Il faut se souvenir que la Loi Debré reconnaît le chef d'établissement et lui seul comme responsable légal et seul interlocuteur du rectorat qui signe le contrat avec lui. L'interface des directions diocésaines, qui n'ont aucun pouvoir légal, a puissamment contribué à éroder l'autorité des directeurs avec la complaisance des autorités académiques qui voient beaucoup d'intérêt à ce filtre.

Toujours est-il que la situation nouvelle met en lumière le nivellement du système éducatif : les établissements ne sont plus choisis par les enseignants pour leur projet pédagogique ou éducatif et moins encore pour le charisme particulier d'une congrégation, ni les professeurs choisis par les chefs d'établissement pour constituer des équipes motivées : exit la notion de projet. Seuls prévalent les critères abscons qui font du professeur une variable d'ajustement en ressources humaines dans un système éducatif de plus en plus bétonné. Nous revendiquons le droit d'opérer un choix entre plusieurs candidats , demande Philippe Mignot, ce qui est bien la moindre des libertés.

Déni d'autorité

Le déni de l'autorité des directeurs est un signe supplémentaire de la crise d'identité de l'enseignement catholique. La réflexion des évêques à Lourdes et les propositions de Mgr Cattenoz pour Avignon s'y réfèrent sur des registres différents. On pourra trouver irréaliste le projet de Charte diocésaine de l'archevêque d'Avignon, notamment au regard de la Loi Debré, mais il contient une parole prophétique dont on aurait tort de négliger la substance.

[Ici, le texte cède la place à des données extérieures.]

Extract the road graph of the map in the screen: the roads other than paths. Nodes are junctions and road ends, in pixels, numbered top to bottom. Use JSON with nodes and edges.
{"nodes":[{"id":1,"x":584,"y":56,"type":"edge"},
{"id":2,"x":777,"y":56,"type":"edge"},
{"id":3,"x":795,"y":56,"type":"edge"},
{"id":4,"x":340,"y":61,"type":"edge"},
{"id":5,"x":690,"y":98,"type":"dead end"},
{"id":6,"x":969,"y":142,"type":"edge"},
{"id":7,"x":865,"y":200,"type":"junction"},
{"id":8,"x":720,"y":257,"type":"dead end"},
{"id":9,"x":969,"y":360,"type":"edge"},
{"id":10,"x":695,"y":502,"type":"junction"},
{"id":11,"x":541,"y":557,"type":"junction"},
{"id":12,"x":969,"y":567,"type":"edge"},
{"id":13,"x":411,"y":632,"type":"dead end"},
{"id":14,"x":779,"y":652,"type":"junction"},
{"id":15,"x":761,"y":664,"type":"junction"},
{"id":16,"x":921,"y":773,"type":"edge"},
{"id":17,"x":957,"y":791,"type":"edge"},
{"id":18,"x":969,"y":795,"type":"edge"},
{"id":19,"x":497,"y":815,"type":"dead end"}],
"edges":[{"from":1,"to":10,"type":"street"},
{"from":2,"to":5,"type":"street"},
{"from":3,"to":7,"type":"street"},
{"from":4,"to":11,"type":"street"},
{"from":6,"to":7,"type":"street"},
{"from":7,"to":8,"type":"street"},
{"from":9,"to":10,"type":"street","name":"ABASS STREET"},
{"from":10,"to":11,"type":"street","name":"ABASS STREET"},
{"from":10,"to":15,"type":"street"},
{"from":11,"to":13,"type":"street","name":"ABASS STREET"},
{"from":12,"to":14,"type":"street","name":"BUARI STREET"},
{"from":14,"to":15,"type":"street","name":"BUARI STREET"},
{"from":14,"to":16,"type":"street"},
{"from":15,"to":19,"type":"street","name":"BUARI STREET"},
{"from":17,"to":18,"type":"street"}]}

Cette parole ne doit pas occulter le travail de fond réalisé par les instances de l'Enseignement catholique et par son actuel secrétaire général, Paul Malartre, pour remettre sur l'ouvrage le caractère propre concédé in extremis par la Loi Debré. Il est en tout cas significatif que la question de l'enseignement préoccupe à nouveau nos évêques. Ils avaient un peu oublié la place que leur réservent les statuts de 1992 dans le gouvernement de l'enseignement diocésain : la première.

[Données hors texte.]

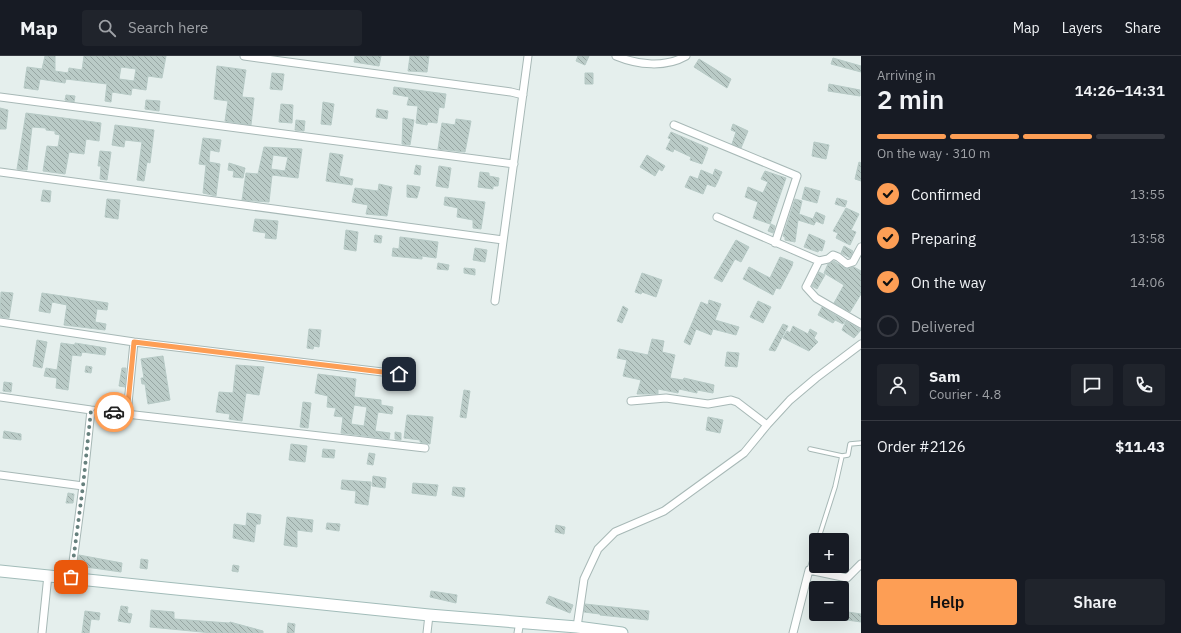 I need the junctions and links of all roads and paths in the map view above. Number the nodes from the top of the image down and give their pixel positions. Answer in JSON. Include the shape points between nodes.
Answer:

La bataille du caractère propre

J'oserai avancer, disait Paul Malartre en 2000, que le caractère propre, c'est, en communauté éducative, de vouloir vivre un certain sens de la personne de l'élève éclairé par l'Evangile. Ce qu'explicite Marguerite Léna comme la manière libre, conséquente et responsable de penser et de mettre en œuvre la tâche d'éducation dans le cadre scolaire, reposant sur le fondement immuable de la foi en Jésus-Christ (Fiches syndicales du SNCEEL n° 618).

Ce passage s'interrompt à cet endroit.